START Dataset entries
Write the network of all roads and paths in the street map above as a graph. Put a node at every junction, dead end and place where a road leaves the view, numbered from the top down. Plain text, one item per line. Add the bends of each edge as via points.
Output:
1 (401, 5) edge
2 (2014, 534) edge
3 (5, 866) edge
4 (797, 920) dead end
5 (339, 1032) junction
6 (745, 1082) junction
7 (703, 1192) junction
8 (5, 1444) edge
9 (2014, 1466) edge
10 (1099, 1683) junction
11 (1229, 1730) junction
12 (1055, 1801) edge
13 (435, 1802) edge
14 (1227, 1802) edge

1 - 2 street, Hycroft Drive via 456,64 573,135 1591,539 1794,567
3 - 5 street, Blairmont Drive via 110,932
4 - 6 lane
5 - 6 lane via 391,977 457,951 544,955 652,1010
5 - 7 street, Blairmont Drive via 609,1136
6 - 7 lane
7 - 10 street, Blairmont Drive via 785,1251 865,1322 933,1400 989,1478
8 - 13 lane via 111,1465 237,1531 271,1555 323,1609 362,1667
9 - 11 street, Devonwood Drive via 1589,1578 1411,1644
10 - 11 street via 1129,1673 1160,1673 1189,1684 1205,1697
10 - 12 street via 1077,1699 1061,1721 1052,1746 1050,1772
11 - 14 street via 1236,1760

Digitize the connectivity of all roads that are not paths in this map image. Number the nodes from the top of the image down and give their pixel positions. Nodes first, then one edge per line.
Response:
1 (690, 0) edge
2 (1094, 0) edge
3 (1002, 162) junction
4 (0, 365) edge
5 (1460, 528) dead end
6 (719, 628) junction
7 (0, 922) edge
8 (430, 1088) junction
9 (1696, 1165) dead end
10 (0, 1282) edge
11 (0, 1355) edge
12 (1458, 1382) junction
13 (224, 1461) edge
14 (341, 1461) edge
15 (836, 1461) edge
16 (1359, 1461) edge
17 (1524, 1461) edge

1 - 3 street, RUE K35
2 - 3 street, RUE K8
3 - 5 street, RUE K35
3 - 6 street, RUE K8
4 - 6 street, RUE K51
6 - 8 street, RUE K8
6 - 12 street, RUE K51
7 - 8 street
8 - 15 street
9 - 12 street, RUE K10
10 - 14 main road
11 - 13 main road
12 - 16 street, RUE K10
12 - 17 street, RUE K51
END Dataset entries
Assignment
Please give the data again in full, exactly as written.

Output for this exercise
Write the network of all roads and paths in the street map above as a graph. Put a node at every junction, dead end and place where a road leaves the view, numbered from the top down. Plain text, one item per line. Add the bends of each edge as via points.
Output:
1 (401, 5) edge
2 (2014, 534) edge
3 (5, 866) edge
4 (797, 920) dead end
5 (339, 1032) junction
6 (745, 1082) junction
7 (703, 1192) junction
8 (5, 1444) edge
9 (2014, 1466) edge
10 (1099, 1683) junction
11 (1229, 1730) junction
12 (1055, 1801) edge
13 (435, 1802) edge
14 (1227, 1802) edge

1 - 2 street, Hycroft Drive via 456,64 573,135 1591,539 1794,567
3 - 5 street, Blairmont Drive via 110,932
4 - 6 lane
5 - 6 lane via 391,977 457,951 544,955 652,1010
5 - 7 street, Blairmont Drive via 609,1136
6 - 7 lane
7 - 10 street, Blairmont Drive via 785,1251 865,1322 933,1400 989,1478
8 - 13 lane via 111,1465 237,1531 271,1555 323,1609 362,1667
9 - 11 street, Devonwood Drive via 1589,1578 1411,1644
10 - 11 street via 1129,1673 1160,1673 1189,1684 1205,1697
10 - 12 street via 1077,1699 1061,1721 1052,1746 1050,1772
11 - 14 street via 1236,1760

Digitize the connectivity of all roads that are not paths in this map image. Number the nodes from the top of the image down and give their pixel positions. Nodes first, then one edge per line.
Response:
1 (690, 0) edge
2 (1094, 0) edge
3 (1002, 162) junction
4 (0, 365) edge
5 (1460, 528) dead end
6 (719, 628) junction
7 (0, 922) edge
8 (430, 1088) junction
9 (1696, 1165) dead end
10 (0, 1282) edge
11 (0, 1355) edge
12 (1458, 1382) junction
13 (224, 1461) edge
14 (341, 1461) edge
15 (836, 1461) edge
16 (1359, 1461) edge
17 (1524, 1461) edge

1 - 3 street, RUE K35
2 - 3 street, RUE K8
3 - 5 street, RUE K35
3 - 6 street, RUE K8
4 - 6 street, RUE K51
6 - 8 street, RUE K8
6 - 12 street, RUE K51
7 - 8 street
8 - 15 street
9 - 12 street, RUE K10
10 - 14 main road
11 - 13 main road
12 - 16 street, RUE K10
12 - 17 street, RUE K51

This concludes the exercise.